*** Provided data ***
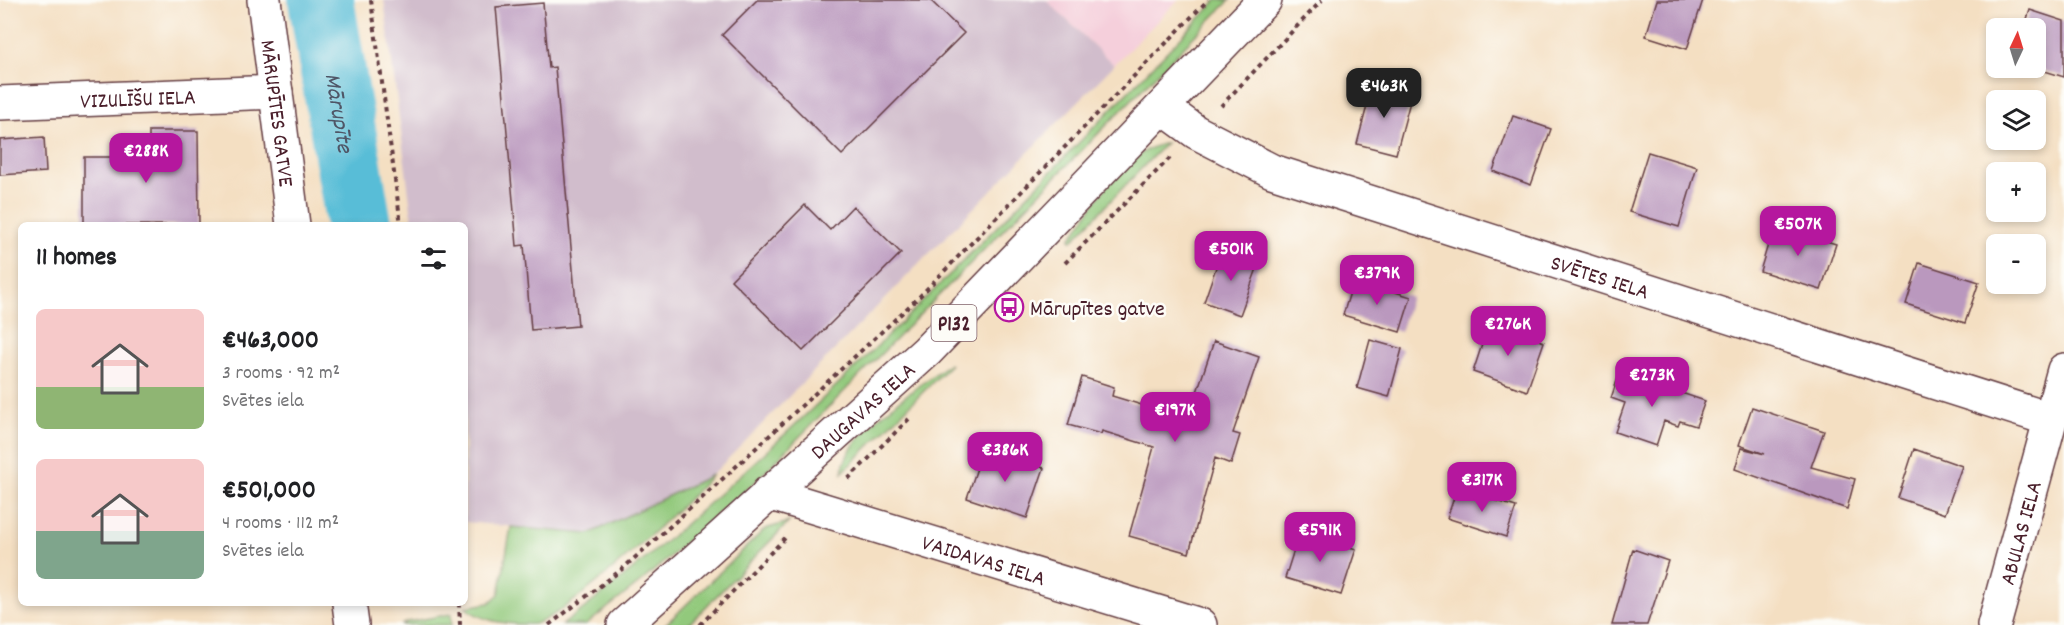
<!DOCTYPE html>
<html lang="en">
<head>
<meta charset="utf-8">
<style>
	:root { --surface:#fff; --page:#f6f6f6; --text:#202124; --muted:#757577; --accent:#b5179e }
	body { margin:0; font-family:Dekko,sans-serif; background:var(--page); color:var(--text); height:100vh; display:flex; flex-direction:column; font-size:22px; white-space:nowrap }
	* { box-sizing:border-box; margin:0 }
	p { font-size:20px; color:var(--muted) }
	.icon { flex:none; width:33px; height:33px; fill:none; stroke:currentColor; stroke-width:2; stroke-linecap:round; stroke-linejoin:round }
	.map { position:relative; flex:1; overflow:hidden }
	.side { position:absolute; left:18px; top:222px; width:450px; height:384px; display:flex; flex-direction:column; background:var(--surface); border-radius:9px; box-shadow:0 3px 9px #0003 }
	.side>* { flex:none }
	.needle { width:39px; rotate:4deg }
	.tools { position:absolute; left:1986px; top:18px; display:grid; gap:12px }
	.tools a { display:grid; place-items:center; width:60px; height:60px; border-radius:9px; background:var(--surface); box-shadow:0 3px 9px #0003; font-size:30px }
	.price { position:absolute; translate:-50% -51px; padding:0 14px; border-radius:12px; background:var(--accent); color:#fff; font-size:20px; line-height:39px; filter:drop-shadow(0 2px 3px #0008) }
	.price::after { content:''; position:absolute; left:50%; top:36px; width:18px; height:14px; margin-left:-9px; background:inherit; clip-path:polygon(0 0,100% 0,50% 100%) }
	.price.active { background:#222; color:#fff }
	ul { padding:0; list-style:none }
	li { display:flex; align-items:center; gap:18px; height:150px; padding:0 18px }
	li span { display:grid; place-items:center; flex:none; width:168px; height:120px; border-radius:9px; color:#555 }
	li>.icon { margin-inline-start:auto }
	span .icon { width:72px; height:72px; fill:#fffc; stroke-width:1 }
	li b { font-size:26px }
	h2 { display:flex; justify-content:space-between; align-items:center; height:72px; padding:0 18px; font-size:26px }
	.map>svg:first-child { display:block }
	.built { fill:#f5cfdb }
	.industrial { fill:#d1bdcc }
	.green { fill:#92c97c; stroke:#6e7454; stroke-width:1.5 }
	.lines { fill:none; stroke-linecap:round; stroke-linejoin:round }
	.river { stroke:#59bdd7; stroke-width:66 }
	.building { fill:#ba98be }
	.street-casing { stroke:#643c42; stroke-width:36 }
	.primary-casing { stroke:#643c42; stroke-width:36 }
	.path { stroke:#643c42; stroke-width:4; stroke-dasharray:4.5 4.5; stroke-linecap:butt }
	.street { stroke:#fff; stroke-width:33 }
	.primary { stroke:#fff; stroke-width:33 }
	.labels { text-anchor:middle; stroke-width:5; stroke-linejoin:round; paint-order:stroke }
	.shield { fill:#fdfcf7; stroke:#806168; stroke-width:1.5 }
	.shield-label { font-size:21px; font-weight:bold; fill:#4a1f2b }
	.street-label { font-size:22px; fill:#4a1f2b; stroke:#fdfcf7 }
	.poi-label { font-size:22px; fill:#4a1f2b; stroke:#fdfcf7; text-anchor:start }
	.water-label { font-size:24px; font-style:italic; fill:#4f5667; stroke:#fdfcf7 }
</style>
</head>
<body>
<div class="map">
<svg width="2064" height="625" viewBox="0 0 2064 625">
	<rect width="100%" height="100%" fill="#fdfcf7"/>
	<filter id="ink" filterUnits="userSpaceOnUse"><feTurbulence type="fractalNoise" baseFrequency=".0167" numOctaves="2"/><feDisplacementMap in="SourceGraphic" scale="12" xChannelSelector="R" yChannelSelector="G"/><feConvolveMatrix kernelMatrix="1 2 1 2 8 2 1 2 1" color-interpolation-filters="sRGB"/></filter>
	<filter id="wash" filterUnits="userSpaceOnUse"><feTurbulence type="fractalNoise" baseFrequency=".008" numOctaves="4" result="noise"/><feDisplacementMap in="SourceGraphic" scale="24" xChannelSelector="R" yChannelSelector="G"/><feGaussianBlur stdDeviation="1.35" result="paint"/><feColorMatrix in="noise" values="0 0 0 0 0 0 0 0 0 0 0 0 0 0 0 0 0 1.4 0 .05"/><feComposite in="paint" operator="in"/></filter>
	<g filter="url(#wash)">
		<rect width="100%" height="100%" fill="#f4dfc2"/>
		<path class="built" d="M1046,0H1178L1114,65Z"/>
		<path class="industrial" d="M384,0H1046L1114,65L712,475L589,534L465,522V225H413Z"/>
		<path class="green" d="M1217,0H1230L754,483L642,581L586,625H562C635,571 703,509 770,448C925,305 1070,151 1217,0Z
			M1166,143L1072,241L1070,239C1096,203 1121,153 1166,143Z
			M948,364L950,365L842,473C847,430 916,390 948,364Z
			M712,475C686,504 567,617 534,624C510,625 483,623 465,607L489,603L499,594L511,527L589,534Z
			M789,522L688,625H665L765,529Z
			M451,614L452,625H401L407,622Z"/>
		<g class="lines">
			<path class="river" id="s1" d="M321,0L359,225"/>
		</g>
		<g id="blocks">
			<path class="building" d="M757,0H930L964,33L842,155L722,35Z
				M1657,0H1703L1687,49L1646,36Z
				M543,3L549,68L555,67L578,326L531,330L524,245L517,246L496,7Z
				M2030,10L2064,21V77L2035,68L2036,28H2024Z
				M1373,83L1412,94L1396,154L1357,144Z
				M1513,116L1551,129L1531,185L1493,171Z
				M149,131H198L199,225H84V157H149Z
				M44,137L46,172L0,175V140Z
				M1648,152L1697,167L1679,227L1629,212Z
				M805,205L830,230L853,206L901,253L803,351L731,280Z
				M1774,225L1836,244L1821,290L1760,271Z
				M1222,250L1259,263L1240,315L1204,302Z
				M1919,263L1979,282L1965,323L1906,304Z
				M1354,279L1411,297L1400,332L1343,315Z
				M1489,323L1544,342L1527,391L1473,372Z
				M1370,340L1402,349L1389,397L1357,388Z
				M1214,341L1259,357L1233,433L1240,435L1231,464L1215,458L1189,553L1129,536L1154,447L1102,431L1101,434L1068,425L1082,377L1114,387L1112,396L1188,419Z
				M1620,372L1705,401L1696,426L1680,421L1678,426L1664,421L1656,446L1615,432L1625,403L1611,398Z
				M1752,407L1824,431L1811,467L1855,479L1847,509L1735,469L1741,448L1765,454L1739,445Z
				M984,447L1044,468L1027,518L967,498Z
				M1914,449L1962,466L1945,514L1898,498Z
				M1457,489L1516,507L1506,537L1447,518Z
				M1300,531L1356,549L1341,595L1285,578Z
				M1633,549L1668,561L1647,625H1612Z"/>
		</g>
	</g>
	<g filter="url(#ink)">
		<use href="#blocks" fill-opacity="0" stroke="#643c42" stroke-width="1.5"/>
		<g class="lines">
			<g class="street-casing">
				<g id="street">
					<path id="s2" d="M264,0L293,225"/>
					<path id="s3" d="M0,103L276,92"/>
					<path id="s4" d="M1163,108L1196,132L1272,171L2049,419"/>
					<path id="s5" d="M768,493L1200,625"/>
					<path d="M349,603L352,625"/>
					<path id="s6" d="M1994,625L2064,370"/>
				</g>
			</g>
			<g class="primary-casing">
				<g id="primary">
					<path id="s7" d="M624,625L927,351L1265,0"/>
				</g>
			</g>
			<path class="path" d="M371,0L401,225
				M1221,106L1322,0
				M1065,263L1172,156
				M848,479L911,417
				M459,603L460,625
				M549,625L621,570L702,498L917,299L1208,0
				M700,625L788,535"/>
			<use href="#street" class="street"/>
			<use href="#primary" class="primary"/>
		</g>
	</g>
	<defs>
		<g id="bus-ring" transform="scale(1.5)"><circle r="9.5" fill="#fdfcf7" stroke="#b5179e" stroke-width="1.5"/><path d="M-5-6H5V4H4V6H2V4H-2V6H-4V4H-5ZM-3.5-4V0h7V-4ZM-3.5 1.2v1.5H-2V1.2ZM2 1.2v1.5H3.5V1.2Z" fill="#b5179e"/></g>
	</defs>
	<g fill-rule="evenodd">
		<use href="#bus-ring" x="1009" y="307"/>
	</g>
	<g class="labels">
		<rect class="shield" x="931.5" y="305" width="45" height="36" rx="4.5"/>
		<g class="shield-label">
			<text x="954" y="330">P132</text>
		</g>
		<g class="street-label">
			<text dy="8" stroke="none"><textPath href="#s3" startOffset="138">VIZULĪŠU IELA</textPath></text>
			<text dy="8" stroke="none"><textPath href="#s2" startOffset="114">MĀRUPĪTES GATVE</textPath></text>
			<text dy="8" stroke="none"><textPath href="#s4" startOffset="471">SVĒTES IELA</textPath></text>
			<text dy="8" stroke="none"><textPath href="#s7" startOffset="321">DAUGAVAS IELA</textPath></text>
			<text dy="8" stroke="none"><textPath href="#s6" startOffset="96">ABULAS IELA</textPath></text>
			<text dy="8" stroke="none"><textPath href="#s5" startOffset="226">VAIDAVAS IELA</textPath></text>
		</g>
		<g class="poi-label">
			<text x="1030" y="315">Mārupītes gatve</text>
		</g>
		<g class="water-label">
			<text dy="8" stroke="none"><textPath href="#s1" startOffset="114">Mārupīte</textPath></text>
		</g>
	</g>
</svg>
<div class="tools">
<a><svg class="needle" viewBox="-14 -14 28 28"><path d="M0-13l5 13h-10z" fill="#e53935"/><path d="M0 13l5-13h-10z" fill="#757577"/></svg></a>
<a><svg class="icon" aria-label="layers" viewBox="0 0 24 24"><path d="M12 4l9 5-9 5-9-5zM3 14l9 5 9-5"/></svg></a>
<a>+</a>
<a>−</a>
</div>
<b class="price active" style="left:1384px;top:119px">€463K</b>
<b class="price" style="left:146px;top:184px">€288K</b>
<b class="price" style="left:1798px;top:257px">€507K</b>
<b class="price" style="left:1231px;top:282px">€501K</b>
<b class="price" style="left:1377px;top:306px">€379K</b>
<b class="price" style="left:1508px;top:357px">€276K</b>
<b class="price" style="left:1652px;top:408px">€273K</b>
<b class="price" style="left:1175px;top:443px">€197K</b>
<b class="price" style="left:1005px;top:483px">€386K</b>
<b class="price" style="left:1482px;top:513px">€317K</b>
<b class="price" style="left:1320px;top:563px">€591K</b>
<section class="side">
<h2>11 homes<svg class="icon" aria-label="filters" viewBox="0 0 24 24"><path d="M4 7h16M4 17h16"/><circle cx="9" cy="7" r="2"/><circle cx="15" cy="17" r="2"/></svg></h2>
<ul>
<li><span style="background:linear-gradient(#f6c9c9 65%,#8fb573 0)"><svg class="icon" aria-label="home" viewBox="0 0 24 24"><path d="M3 11l9-7 9 7M6 9v11h12V9"/></svg></span><div><b>€463,000</b><p>3 rooms · 92 m²</p><p>Svētes iela</p></div></li>
<li><span style="background:linear-gradient(#f6c9c9 60%,#7fa58c 0)"><svg class="icon" aria-label="home" viewBox="0 0 24 24"><path d="M3 11l9-7 9 7M6 9v11h12V9"/></svg></span><div><b>€501,000</b><p>4 rooms · 112 m²</p><p>Svētes iela</p></div></li>
</ul>
</section>
</div>
</body>
</html>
*** End of Provided data ***
### Task details
Repeat exactly the lines from the first line of the records above through the line containing "position:relative; flex:1; overflow:hidden", both included. Leave out the pictures.

### Answer space
<!DOCTYPE html>
<html lang="en">
<head>
<meta charset="utf-8">
<style>
	:root { --surface:#fff; --page:#f6f6f6; --text:#202124; --muted:#757577; --accent:#b5179e }
	body { margin:0; font-family:Dekko,sans-serif; background:var(--page); color:var(--text); height:100vh; display:flex; flex-direction:column; font-size:22px; white-space:nowrap }
	* { box-sizing:border-box; margin:0 }
	p { font-size:20px; color:var(--muted) }
	.icon { flex:none; width:33px; height:33px; fill:none; stroke:currentColor; stroke-width:2; stroke-linecap:round; stroke-linejoin:round }
	.map { position:relative; flex:1; overflow:hidden }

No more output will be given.